Despite multiple rounds of security auditing across its version history, including reviews by Trail of Bits, CertiK, Halborn, Zenith, and Quantstamp, among others, Gondi's older contract layers remained in use alongside its current V3 and V3.1 releases. The protocol's documentation explicitly notes that loans originated on V1 and V2 operate independently of V3 mechanics. According to reporting from The Block and Blockaid, the exploit targeted one of those older contracts, which remained active on the platform at the time of the attack.

As of mid-2025, Gondi reported over $100 million in total value locked, $45 million in outstanding debt, and more than $400 million in annualized loan volume. The $230,000 loss represents a small fraction of that activity, but the reputational cost and the precedent for treasury-funded repayment carry broader implications.

Gondi is backed by Pantera Capital, Dragonfly, and Foundation Capital, and counts prominent NFT collectors among its user base, including Seedphrase, Gmoney, and Cozomo de' Medici.

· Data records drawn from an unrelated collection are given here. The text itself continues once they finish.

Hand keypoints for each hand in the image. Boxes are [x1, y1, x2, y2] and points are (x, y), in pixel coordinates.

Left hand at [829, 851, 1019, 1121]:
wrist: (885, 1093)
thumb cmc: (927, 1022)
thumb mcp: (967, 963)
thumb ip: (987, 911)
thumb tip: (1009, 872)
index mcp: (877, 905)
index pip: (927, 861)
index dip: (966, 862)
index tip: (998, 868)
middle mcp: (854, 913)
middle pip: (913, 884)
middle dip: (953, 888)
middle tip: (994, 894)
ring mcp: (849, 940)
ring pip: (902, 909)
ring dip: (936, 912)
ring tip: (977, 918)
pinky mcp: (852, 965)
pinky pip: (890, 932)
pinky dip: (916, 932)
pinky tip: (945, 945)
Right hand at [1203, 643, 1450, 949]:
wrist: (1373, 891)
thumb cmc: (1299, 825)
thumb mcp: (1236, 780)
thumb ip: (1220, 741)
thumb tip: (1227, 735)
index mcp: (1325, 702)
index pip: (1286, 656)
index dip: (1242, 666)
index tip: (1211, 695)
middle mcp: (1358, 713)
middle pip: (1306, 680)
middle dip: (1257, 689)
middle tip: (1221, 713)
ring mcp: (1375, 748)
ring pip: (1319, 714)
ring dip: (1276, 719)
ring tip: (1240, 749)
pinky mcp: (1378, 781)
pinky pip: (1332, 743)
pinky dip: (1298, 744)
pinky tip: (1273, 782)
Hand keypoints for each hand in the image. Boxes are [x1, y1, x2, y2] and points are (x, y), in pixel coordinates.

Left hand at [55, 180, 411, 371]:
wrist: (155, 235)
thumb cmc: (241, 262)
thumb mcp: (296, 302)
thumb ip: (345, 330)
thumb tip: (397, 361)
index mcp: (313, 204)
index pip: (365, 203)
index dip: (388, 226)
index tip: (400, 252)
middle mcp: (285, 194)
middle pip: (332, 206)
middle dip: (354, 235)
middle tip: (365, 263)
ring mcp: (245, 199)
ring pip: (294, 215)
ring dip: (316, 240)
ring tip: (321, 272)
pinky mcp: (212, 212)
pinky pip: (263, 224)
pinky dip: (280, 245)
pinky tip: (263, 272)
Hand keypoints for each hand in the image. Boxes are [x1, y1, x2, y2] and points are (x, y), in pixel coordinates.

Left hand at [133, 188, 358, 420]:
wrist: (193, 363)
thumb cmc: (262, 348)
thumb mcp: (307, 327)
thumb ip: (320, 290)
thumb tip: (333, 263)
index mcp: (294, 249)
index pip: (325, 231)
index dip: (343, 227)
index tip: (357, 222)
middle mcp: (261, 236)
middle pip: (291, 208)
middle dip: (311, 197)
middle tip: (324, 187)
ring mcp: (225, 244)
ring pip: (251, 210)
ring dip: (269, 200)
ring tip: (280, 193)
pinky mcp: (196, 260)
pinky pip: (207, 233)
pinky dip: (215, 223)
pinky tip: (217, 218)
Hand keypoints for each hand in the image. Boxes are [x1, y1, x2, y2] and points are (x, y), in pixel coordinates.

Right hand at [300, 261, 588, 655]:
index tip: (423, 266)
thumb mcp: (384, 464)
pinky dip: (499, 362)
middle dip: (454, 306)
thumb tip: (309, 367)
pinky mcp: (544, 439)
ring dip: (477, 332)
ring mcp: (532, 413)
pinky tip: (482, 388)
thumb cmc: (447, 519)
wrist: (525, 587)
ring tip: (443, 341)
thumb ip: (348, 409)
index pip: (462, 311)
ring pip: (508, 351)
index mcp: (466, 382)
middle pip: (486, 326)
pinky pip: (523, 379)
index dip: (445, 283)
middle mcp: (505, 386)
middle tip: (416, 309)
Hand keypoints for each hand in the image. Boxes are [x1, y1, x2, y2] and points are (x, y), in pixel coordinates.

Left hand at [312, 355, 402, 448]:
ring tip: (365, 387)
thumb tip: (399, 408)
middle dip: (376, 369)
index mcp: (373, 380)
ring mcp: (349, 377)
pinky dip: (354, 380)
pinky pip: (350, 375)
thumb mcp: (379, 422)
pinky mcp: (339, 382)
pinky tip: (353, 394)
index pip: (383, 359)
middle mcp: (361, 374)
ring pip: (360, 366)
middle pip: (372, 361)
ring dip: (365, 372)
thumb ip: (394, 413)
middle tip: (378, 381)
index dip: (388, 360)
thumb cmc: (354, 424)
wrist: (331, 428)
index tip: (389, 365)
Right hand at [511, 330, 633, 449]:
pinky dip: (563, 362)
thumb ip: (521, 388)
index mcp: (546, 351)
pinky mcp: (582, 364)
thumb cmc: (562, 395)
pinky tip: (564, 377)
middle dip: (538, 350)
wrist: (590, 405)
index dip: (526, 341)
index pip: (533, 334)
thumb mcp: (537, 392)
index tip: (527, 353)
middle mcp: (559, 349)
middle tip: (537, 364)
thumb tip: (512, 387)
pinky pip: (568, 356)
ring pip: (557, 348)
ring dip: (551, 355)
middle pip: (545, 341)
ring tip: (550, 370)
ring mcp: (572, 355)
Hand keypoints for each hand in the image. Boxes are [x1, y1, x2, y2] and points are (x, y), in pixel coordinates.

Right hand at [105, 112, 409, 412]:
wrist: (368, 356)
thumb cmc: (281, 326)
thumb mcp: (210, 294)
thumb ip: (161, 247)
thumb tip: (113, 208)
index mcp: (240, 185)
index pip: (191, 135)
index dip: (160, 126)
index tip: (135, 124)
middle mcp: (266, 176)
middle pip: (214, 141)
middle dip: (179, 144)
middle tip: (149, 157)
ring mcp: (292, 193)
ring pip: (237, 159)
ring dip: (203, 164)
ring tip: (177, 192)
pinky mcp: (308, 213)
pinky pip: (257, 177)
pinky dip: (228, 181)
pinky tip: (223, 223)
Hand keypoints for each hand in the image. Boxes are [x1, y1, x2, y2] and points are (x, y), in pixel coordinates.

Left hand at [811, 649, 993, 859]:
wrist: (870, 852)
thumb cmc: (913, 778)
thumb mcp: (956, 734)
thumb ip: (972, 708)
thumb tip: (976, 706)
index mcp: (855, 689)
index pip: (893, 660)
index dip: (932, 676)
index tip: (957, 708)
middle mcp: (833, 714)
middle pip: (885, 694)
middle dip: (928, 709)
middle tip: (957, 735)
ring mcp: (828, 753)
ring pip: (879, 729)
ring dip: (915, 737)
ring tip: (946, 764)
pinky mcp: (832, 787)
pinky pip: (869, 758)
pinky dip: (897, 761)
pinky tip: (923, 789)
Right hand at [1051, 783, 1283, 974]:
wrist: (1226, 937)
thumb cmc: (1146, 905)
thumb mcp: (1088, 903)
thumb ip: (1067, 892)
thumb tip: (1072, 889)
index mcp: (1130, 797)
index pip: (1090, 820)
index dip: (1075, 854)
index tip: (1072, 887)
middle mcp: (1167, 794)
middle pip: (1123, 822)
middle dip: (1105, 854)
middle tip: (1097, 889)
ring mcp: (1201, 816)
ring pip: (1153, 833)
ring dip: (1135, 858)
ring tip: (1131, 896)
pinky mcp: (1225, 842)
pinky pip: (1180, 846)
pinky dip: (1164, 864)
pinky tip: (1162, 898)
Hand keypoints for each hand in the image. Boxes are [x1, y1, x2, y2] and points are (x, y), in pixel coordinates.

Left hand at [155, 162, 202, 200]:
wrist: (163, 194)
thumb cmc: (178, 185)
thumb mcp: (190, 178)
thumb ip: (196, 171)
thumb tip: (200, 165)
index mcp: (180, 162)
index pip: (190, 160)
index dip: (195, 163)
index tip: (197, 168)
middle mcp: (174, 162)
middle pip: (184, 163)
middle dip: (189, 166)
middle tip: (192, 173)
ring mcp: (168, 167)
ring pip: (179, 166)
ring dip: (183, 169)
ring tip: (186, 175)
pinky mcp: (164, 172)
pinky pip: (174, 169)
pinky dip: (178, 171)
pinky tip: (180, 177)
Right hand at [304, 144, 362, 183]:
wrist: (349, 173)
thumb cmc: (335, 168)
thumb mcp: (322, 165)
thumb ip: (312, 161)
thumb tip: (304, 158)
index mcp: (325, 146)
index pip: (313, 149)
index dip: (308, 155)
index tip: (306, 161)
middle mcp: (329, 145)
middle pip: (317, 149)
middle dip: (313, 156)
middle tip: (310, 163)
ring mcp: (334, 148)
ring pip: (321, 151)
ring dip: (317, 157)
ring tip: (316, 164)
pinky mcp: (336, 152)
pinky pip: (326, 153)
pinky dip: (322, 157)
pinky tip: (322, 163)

The platform markets itself as Ethereum's leading non-custodial NFT lending protocol, offering borrowers the ability to use NFTs as collateral for WETH, USDC, or HYPE loans without forced liquidations and without reliance on price oracles. It also operates on HypeEVM in addition to Ethereum mainnet.

---

What comes next

Gondi's pledge to make affected users whole is consistent with responses from other DeFi platforms that faced similar incidents, including Moby Trade in January 2025, though the Moby case illustrates the limits of such commitments: approximately $1 million remained unrecovered despite the protocol's pledge to reimburse users in full.

Whether Gondi's commitment is met in full will depend on the protocol's available treasury reserves. Broader DeFi losses to smart contract exploits reached $3.1 billion in the first half of 2025 alone. Separately, reentrancy attacks have accounted for more than $300 million in losses since the start of 2024.

For NFT lending platforms specifically, this incident reinforces that multi-version protocol architectures require active lifecycle management, not just audits at the time of deployment. Users holding active approvals for any version of Gondi's contracts should verify and revoke permissions where they are no longer needed.

---

Regional impact: South Asia and Africa

India currently holds one of the highest NFT ownership rates in the world, at roughly 13.5 to 15.5 percent, and South Asia as a region posted an 80 percent year-over-year increase in crypto adoption between January and July 2025, with approximately $300 billion in transaction volume.

However, India's crypto regulatory compliance rate sits at only 54 percent, and its Basel AML Index score of 6.44 signals significant systemic exposure. In this environment, smart contract exploits are less likely to result in legal recourse and more likely to deepen regulatory skepticism toward DeFi lending products.

In Africa, NFT adoption is concentrated in countries like Ghana, where ownership rates reach 7.5 percent, and Kenya at 2.8 percent. The Middle East and Africa region collectively holds around 5 percent of global NFT market share, with South Africa's NFT market alone projected to reach $2.16 billion by 2030, growing at a compound annual rate of 27.7 percent according to Grand View Research.

For retail users in these markets, the barrier to protection is higher. Large institutional participants in wealthier markets often have access to on-chain monitoring services like Blockaid or contract auditing dashboards, but most individual users in emerging markets do not. Revoking stale contract approvals using tools like Revoke.cash is one concrete step available to anyone, though awareness of such tools remains limited in markets with newer user bases, where on-chain monitoring infrastructure is less established.